[Infowarrior] - The FBI Wants To Crack Another Dead Terrorist’s Locked iPhone
Richard Forno
rforno at infowarrior.org
Fri Oct 7 07:41:11 CDT 2016
The FBI Wants To Crack Another Dead Terrorist’s Locked iPhone
• Andy Greenberg Security
• Date of Publication: 10.06.16. 10.06.16
• Time of Publication: 11:49 pm. 11:49 pm
https://www.wired.com/2016/10/fbi-wants-crack-another-dead-terrorists-locked-iphone/
When the FBI asked a court to force Apple to help crack the encrypted iPhone 5c of San Bernardino shooter Rizwan Farook in February, Bureau director James Comey assured the public that his agency’s intrusive demand was about one terrorist’s phone, not repeated access to iPhone owners’ secrets. But now eight months have passed, and the FBI has in its hands another locked iPhone that once belonged to another dead terrorist. Which means they may have laid the groundwork for another legal showdown with Apple.
At a press conference in St. Cloud, Minnesota today, FBI special agent Rich Thorton said that the FBI has obtained the iPhone of Dahir Adan, who stabbed 10 people in a Minnesota mall before a police officer shot and killed him. (The fundamentalist militant organization ISIS claimed credit for the attack via social media.) As in Farook’s case, the attacker’s phone is locked with a passcode. And Thorton said the FBI is still trying to figure out how to gain access to the phone’s contents.
“Dahir Adan’s iPhone is locked,” Thornton told reporters, “We are in the process of assessing our legal and technical options to gain access to this device and the data it may contain.”
Thornton didn’t say in the press conference what model iPhone Adan owned or what operating system the device ran. Both are key factors in whether the FBI will be able to get past its security measures. That’s because beginning with iOS 8 in 2014, iPhones and iPads have been encrypted such that not even Apple can decrypt the device’s contents, even when police or FBI serve a warrant to the company demanding its help.
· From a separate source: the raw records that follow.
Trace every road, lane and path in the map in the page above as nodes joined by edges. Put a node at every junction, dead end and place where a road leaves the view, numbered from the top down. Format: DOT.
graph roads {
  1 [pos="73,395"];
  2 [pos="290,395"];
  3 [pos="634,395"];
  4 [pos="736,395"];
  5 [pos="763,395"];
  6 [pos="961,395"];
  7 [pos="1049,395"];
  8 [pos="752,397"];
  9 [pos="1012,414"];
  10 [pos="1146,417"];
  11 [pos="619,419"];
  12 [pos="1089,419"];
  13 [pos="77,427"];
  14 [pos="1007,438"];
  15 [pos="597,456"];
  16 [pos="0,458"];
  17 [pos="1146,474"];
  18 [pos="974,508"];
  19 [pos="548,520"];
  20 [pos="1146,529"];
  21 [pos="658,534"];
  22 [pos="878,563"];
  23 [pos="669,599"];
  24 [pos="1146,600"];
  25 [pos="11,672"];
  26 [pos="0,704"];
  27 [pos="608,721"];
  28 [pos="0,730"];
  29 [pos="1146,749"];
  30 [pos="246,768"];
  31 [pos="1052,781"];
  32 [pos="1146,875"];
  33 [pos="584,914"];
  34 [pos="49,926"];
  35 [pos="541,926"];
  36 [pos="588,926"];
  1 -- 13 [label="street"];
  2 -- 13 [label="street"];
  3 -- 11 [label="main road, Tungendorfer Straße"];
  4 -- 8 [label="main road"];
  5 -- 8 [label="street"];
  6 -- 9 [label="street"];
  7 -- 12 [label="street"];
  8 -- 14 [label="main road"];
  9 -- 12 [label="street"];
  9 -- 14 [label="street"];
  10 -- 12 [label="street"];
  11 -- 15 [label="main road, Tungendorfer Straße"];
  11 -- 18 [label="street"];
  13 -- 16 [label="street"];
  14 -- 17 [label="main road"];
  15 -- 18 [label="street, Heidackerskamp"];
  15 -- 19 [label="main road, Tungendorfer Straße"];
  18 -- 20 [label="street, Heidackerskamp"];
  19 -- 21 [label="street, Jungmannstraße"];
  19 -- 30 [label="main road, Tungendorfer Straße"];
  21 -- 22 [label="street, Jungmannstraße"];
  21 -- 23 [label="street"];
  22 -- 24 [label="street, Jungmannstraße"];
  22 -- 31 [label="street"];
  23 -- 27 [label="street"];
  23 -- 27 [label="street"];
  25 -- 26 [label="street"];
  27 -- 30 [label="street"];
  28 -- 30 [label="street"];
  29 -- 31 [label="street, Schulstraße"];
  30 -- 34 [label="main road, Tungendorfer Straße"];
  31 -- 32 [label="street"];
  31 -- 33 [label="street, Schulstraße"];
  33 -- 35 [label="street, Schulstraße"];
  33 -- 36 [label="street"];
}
After the San Bernardino shootings last spring, that new software security feature led the FBI earlier this year to demand that Apple write a new version of its operating system designed to help law enforcement “brute force” the iPhone 5c PIN code of Rizwan Farook. The software it asked Apple to create would allow investigators to repeatedly try different PIN codes without triggering the lockout mechanism that prevents further guessing after ten tries. Apple refused, and the FBI filed a lawsuit.
The FBI didn’t respond to WIRED’s email or phone calls about the second locked iPhone, and Apple declined to comment as to whether the FBI had asked for its assistance in accessing the device.